(INFORMATION begins)

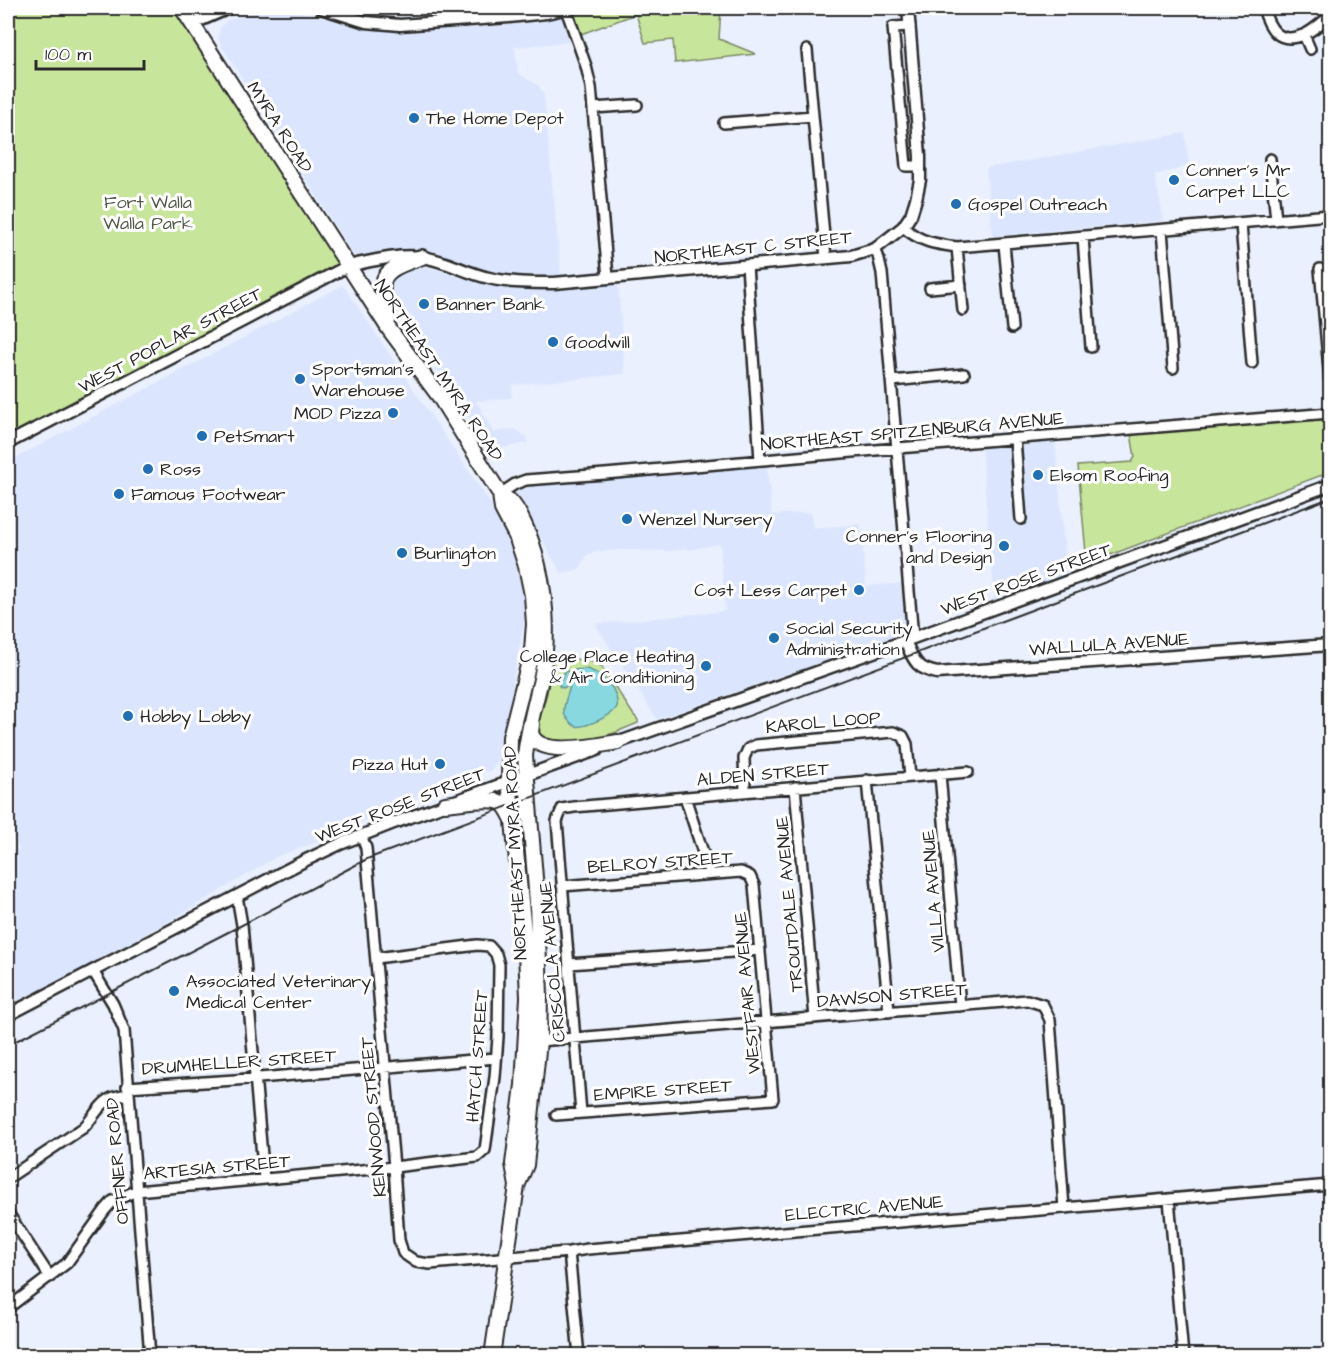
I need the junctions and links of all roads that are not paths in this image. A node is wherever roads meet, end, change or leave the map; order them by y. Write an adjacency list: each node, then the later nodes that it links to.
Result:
1 (182, 8): 8 (highway, MYRA ROAD)
2 (229, 8): 8 (main road)
3 (321, 8): 4 (main road)
4 (568, 8): 14 (street)
5 (908, 8): 9 (main road)
6 (1263, 8): 10 (street)
7 (1330, 15): 10 (street)
8 (192, 24): 31 (highway, MYRA ROAD)
9 (910, 26): 18 (main road); 18 (street)
10 (1304, 35): 11 (street)
11 (1310, 49)
12 (807, 50): 15 (street)
13 (637, 105): 14 (street)
14 (593, 108): 33 (street)
15 (813, 116): 16 (street); 29 (street)
16 (724, 123)
17 (1270, 159): 20 (street)
18 (920, 166): 22 (main road)
19 (1330, 215): 20 (street)
20 (1276, 220): 21 (street)
21 (1241, 224): 23 (street); 41 (street)
22 (903, 227): 26 (street); 27 (main road, NORTHEAST C STREET)
23 (1162, 230): 24 (street); 42 (street)
24 (1083, 237): 25 (street); 40 (street)
25 (1004, 244): 26 (street); 39 (street)
26 (957, 247): 34 (street)
27 (875, 249): 29 (main road, NORTHEAST C STREET); 44 (street)
28 (422, 257): 31 (main road, NORTHEAST C STREET); 33 (main road, NORTHEAST C STREET); 38 (highway)
29 (826, 258): 30 (main road, NORTHEAST C STREET)
30 (747, 265): 33 (main road, NORTHEAST C STREET); 50 (street)
31 (348, 266): 38 (highway, NORTHEAST MYRA ROAD); 48 (main road, WEST POPLAR STREET)
32 (1320, 269): 36 (street)
33 (608, 278)
34 (961, 285): 35 (street); 37 (street)
35 (930, 288)
36 (1327, 294): 45 (street)
37 (963, 310)
38 (389, 328): 52 (highway, NORTHEAST MYRA ROAD)
39 (1012, 328)
40 (1091, 347)
41 (1252, 363)
42 (1173, 368)
43 (964, 374): 44 (street)
44 (892, 381): 49 (street)
45 (1330, 381)
46 (1330, 413): 47 (street, NORTHEAST SPITZENBURG AVENUE)
47 (1015, 439): 49 (street, NORTHEAST SPITZENBURG AVENUE); 53 (street)
48 (8, 443)
49 (898, 448): 50 (street, NORTHEAST SPITZENBURG AVENUE); 54 (street)
50 (760, 460): 52 (street, NORTHEAST SPITZENBURG AVENUE)
51 (1330, 485): 54 (main road, WEST ROSE STREET)
52 (500, 494): 56 (highway, NORTHEAST MYRA ROAD); 62 (highway, NORTHEAST MYRA ROAD)
53 (1021, 519)
54 (909, 640): 55 (main road, WALLULA AVENUE); 57 (main road, WEST ROSE STREET)
55 (1330, 645)
56 (532, 713): 57 (highway); 60 (highway, NORTHEAST MYRA ROAD)
57 (618, 742): 60 (main road, WEST ROSE STREET)
58 (968, 772): 59 (street, ALDEN STREET)
59 (940, 774): 61 (street, ALDEN STREET); 79 (street, VILLA AVENUE)
60 (526, 775): 62 (main road, WEST ROSE STREET); 85 (highway, NORTHEAST MYRA ROAD)
61 (910, 777): 63 (street, ALDEN STREET); 65 (street, KAROL LOOP)
62 (509, 780): 67 (main road, WEST ROSE STREET); 69 (highway, NORTHEAST MYRA ROAD)
63 (867, 780): 64 (street, ALDEN STREET); 80 (street)
64 (795, 787): 65 (street, ALDEN STREET); 82 (street, TROUTDALE AVENUE)
65 (745, 791): 66 (street, ALDEN STREET)
66 (685, 797): 68 (street, ALDEN STREET); 71 (street)
67 (445, 804): 69 (highway); 70 (main road, WEST ROSE STREET)
68 (562, 809): 73 (street, CRISCOLA AVENUE)
69 (513, 819): 98 (highway, NORTHEAST MYRA ROAD)
70 (361, 836): 74 (main road, WEST ROSE STREET); 76 (street, KENWOOD STREET)
71 (710, 874): 72 (street, BELROY STREET); 73 (street, BELROY STREET)
72 (754, 885): 75 (street, WESTFAIR AVENUE)
73 (562, 886): 77 (street, CRISCOLA AVENUE)
74 (237, 896): 78 (main road, WEST ROSE STREET); 88 (street)
75 (760, 950): 77 (street); 83 (street, WESTFAIR AVENUE)
76 (376, 958): 86 (street, HATCH STREET); 87 (street, KENWOOD STREET)
77 (569, 964): 84 (street, CRISCOLA AVENUE)
78 (93, 971): 81 (main road, WEST ROSE STREET); 89 (street, OFFNER ROAD)
79 (960, 1006): 80 (street, DAWSON STREET); 101 (street, DAWSON STREET)
80 (889, 1012): 82 (street, DAWSON STREET)
81 (8, 1015)
82 (815, 1018): 83 (street, DAWSON STREET)
83 (767, 1022): 84 (street, DAWSON STREET); 90 (street, WESTFAIR AVENUE)
84 (575, 1038): 85 (street, DAWSON STREET); 91 (street, CRISCOLA AVENUE)
85 (539, 1041): 98 (highway, NORTHEAST MYRA ROAD)
86 (496, 1058): 87 (street, DRUMHELLER STREET); 93 (street, HATCH STREET)
87 (385, 1067): 88 (street, DRUMHELLER STREET); 94 (street, KENWOOD STREET)
88 (255, 1078): 89 (street, DRUMHELLER STREET); 96 (street)
89 (128, 1091): 95 (street, DRUMHELLER STREET); 99 (street, OFFNER ROAD)
90 (773, 1099): 91 (street, EMPIRE STREET)
91 (581, 1113): 92 (street, EMPIRE STREET)
92 (556, 1115)
93 (477, 1157): 94 (street, ARTESIA STREET)
94 (394, 1167): 96 (street, ARTESIA STREET); 104 (street, KENWOOD STREET)
95 (8, 1178)
96 (264, 1179): 99 (street, ARTESIA STREET)
97 (1330, 1185): 100 (street, ELECTRIC AVENUE)
98 (517, 1186): 105 (highway, NORTHEAST MYRA ROAD)
99 (136, 1191): 106 (street, ARTESIA STREET); 108 (street, OFFNER ROAD)
100 (1169, 1199): 101 (street, ELECTRIC AVENUE); 111 (street)
101 (1064, 1208): 103 (street, ELECTRIC AVENUE)
102 (8, 1213): 106 (street)
103 (569, 1252): 105 (street, ELECTRIC AVENUE); 110 (street)
104 (403, 1253): 105 (street, ELECTRIC AVENUE)
105 (506, 1258): 109 (highway, NORTHEAST MYRA ROAD)
106 (50, 1277): 107 (street, ARTESIA STREET)
107 (8, 1308)
108 (150, 1356)
109 (492, 1356)
110 (579, 1356)
111 (1184, 1356)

(INFORMATION ends)

# WHAT YOU WILL DO
Word for word and without any pictures, return all of the lines above.

# RESPONSE
I need the junctions and links of all roads that are not paths in this image. A node is wherever roads meet, end, change or leave the map; order them by y. Write an adjacency list: each node, then the later nodes that it links to.
Result:
1 (182, 8): 8 (highway, MYRA ROAD)
2 (229, 8): 8 (main road)
3 (321, 8): 4 (main road)
4 (568, 8): 14 (street)
5 (908, 8): 9 (main road)
6 (1263, 8): 10 (street)
7 (1330, 15): 10 (street)
8 (192, 24): 31 (highway, MYRA ROAD)
9 (910, 26): 18 (main road); 18 (street)
10 (1304, 35): 11 (street)
11 (1310, 49)
12 (807, 50): 15 (street)
13 (637, 105): 14 (street)
14 (593, 108): 33 (street)
15 (813, 116): 16 (street); 29 (street)
16 (724, 123)
17 (1270, 159): 20 (street)
18 (920, 166): 22 (main road)
19 (1330, 215): 20 (street)
20 (1276, 220): 21 (street)
21 (1241, 224): 23 (street); 41 (street)
22 (903, 227): 26 (street); 27 (main road, NORTHEAST C STREET)
23 (1162, 230): 24 (street); 42 (street)
24 (1083, 237): 25 (street); 40 (street)
25 (1004, 244): 26 (street); 39 (street)
26 (957, 247): 34 (street)
27 (875, 249): 29 (main road, NORTHEAST C STREET); 44 (street)
28 (422, 257): 31 (main road, NORTHEAST C STREET); 33 (main road, NORTHEAST C STREET); 38 (highway)
29 (826, 258): 30 (main road, NORTHEAST C STREET)
30 (747, 265): 33 (main road, NORTHEAST C STREET); 50 (street)
31 (348, 266): 38 (highway, NORTHEAST MYRA ROAD); 48 (main road, WEST POPLAR STREET)
32 (1320, 269): 36 (street)
33 (608, 278)
34 (961, 285): 35 (street); 37 (street)
35 (930, 288)
36 (1327, 294): 45 (street)
37 (963, 310)
38 (389, 328): 52 (highway, NORTHEAST MYRA ROAD)
39 (1012, 328)
40 (1091, 347)
41 (1252, 363)
42 (1173, 368)
43 (964, 374): 44 (street)
44 (892, 381): 49 (street)
45 (1330, 381)
46 (1330, 413): 47 (street, NORTHEAST SPITZENBURG AVENUE)
47 (1015, 439): 49 (street, NORTHEAST SPITZENBURG AVENUE); 53 (street)
48 (8, 443)
49 (898, 448): 50 (street, NORTHEAST SPITZENBURG AVENUE); 54 (street)
50 (760, 460): 52 (street, NORTHEAST SPITZENBURG AVENUE)
51 (1330, 485): 54 (main road, WEST ROSE STREET)
52 (500, 494): 56 (highway, NORTHEAST MYRA ROAD); 62 (highway, NORTHEAST MYRA ROAD)
53 (1021, 519)
54 (909, 640): 55 (main road, WALLULA AVENUE); 57 (main road, WEST ROSE STREET)
55 (1330, 645)
56 (532, 713): 57 (highway); 60 (highway, NORTHEAST MYRA ROAD)
57 (618, 742): 60 (main road, WEST ROSE STREET)
58 (968, 772): 59 (street, ALDEN STREET)
59 (940, 774): 61 (street, ALDEN STREET); 79 (street, VILLA AVENUE)
60 (526, 775): 62 (main road, WEST ROSE STREET); 85 (highway, NORTHEAST MYRA ROAD)
61 (910, 777): 63 (street, ALDEN STREET); 65 (street, KAROL LOOP)
62 (509, 780): 67 (main road, WEST ROSE STREET); 69 (highway, NORTHEAST MYRA ROAD)
63 (867, 780): 64 (street, ALDEN STREET); 80 (street)
64 (795, 787): 65 (street, ALDEN STREET); 82 (street, TROUTDALE AVENUE)
65 (745, 791): 66 (street, ALDEN STREET)
66 (685, 797): 68 (street, ALDEN STREET); 71 (street)
67 (445, 804): 69 (highway); 70 (main road, WEST ROSE STREET)
68 (562, 809): 73 (street, CRISCOLA AVENUE)
69 (513, 819): 98 (highway, NORTHEAST MYRA ROAD)
70 (361, 836): 74 (main road, WEST ROSE STREET); 76 (street, KENWOOD STREET)
71 (710, 874): 72 (street, BELROY STREET); 73 (street, BELROY STREET)
72 (754, 885): 75 (street, WESTFAIR AVENUE)
73 (562, 886): 77 (street, CRISCOLA AVENUE)
74 (237, 896): 78 (main road, WEST ROSE STREET); 88 (street)
75 (760, 950): 77 (street); 83 (street, WESTFAIR AVENUE)
76 (376, 958): 86 (street, HATCH STREET); 87 (street, KENWOOD STREET)
77 (569, 964): 84 (street, CRISCOLA AVENUE)
78 (93, 971): 81 (main road, WEST ROSE STREET); 89 (street, OFFNER ROAD)
79 (960, 1006): 80 (street, DAWSON STREET); 101 (street, DAWSON STREET)
80 (889, 1012): 82 (street, DAWSON STREET)
81 (8, 1015)
82 (815, 1018): 83 (street, DAWSON STREET)
83 (767, 1022): 84 (street, DAWSON STREET); 90 (street, WESTFAIR AVENUE)
84 (575, 1038): 85 (street, DAWSON STREET); 91 (street, CRISCOLA AVENUE)
85 (539, 1041): 98 (highway, NORTHEAST MYRA ROAD)
86 (496, 1058): 87 (street, DRUMHELLER STREET); 93 (street, HATCH STREET)
87 (385, 1067): 88 (street, DRUMHELLER STREET); 94 (street, KENWOOD STREET)
88 (255, 1078): 89 (street, DRUMHELLER STREET); 96 (street)
89 (128, 1091): 95 (street, DRUMHELLER STREET); 99 (street, OFFNER ROAD)
90 (773, 1099): 91 (street, EMPIRE STREET)
91 (581, 1113): 92 (street, EMPIRE STREET)
92 (556, 1115)
93 (477, 1157): 94 (street, ARTESIA STREET)
94 (394, 1167): 96 (street, ARTESIA STREET); 104 (street, KENWOOD STREET)
95 (8, 1178)
96 (264, 1179): 99 (street, ARTESIA STREET)
97 (1330, 1185): 100 (street, ELECTRIC AVENUE)
98 (517, 1186): 105 (highway, NORTHEAST MYRA ROAD)
99 (136, 1191): 106 (street, ARTESIA STREET); 108 (street, OFFNER ROAD)
100 (1169, 1199): 101 (street, ELECTRIC AVENUE); 111 (street)
101 (1064, 1208): 103 (street, ELECTRIC AVENUE)
102 (8, 1213): 106 (street)
103 (569, 1252): 105 (street, ELECTRIC AVENUE); 110 (street)
104 (403, 1253): 105 (street, ELECTRIC AVENUE)
105 (506, 1258): 109 (highway, NORTHEAST MYRA ROAD)
106 (50, 1277): 107 (street, ARTESIA STREET)
107 (8, 1308)
108 (150, 1356)
109 (492, 1356)
110 (579, 1356)
111 (1184, 1356)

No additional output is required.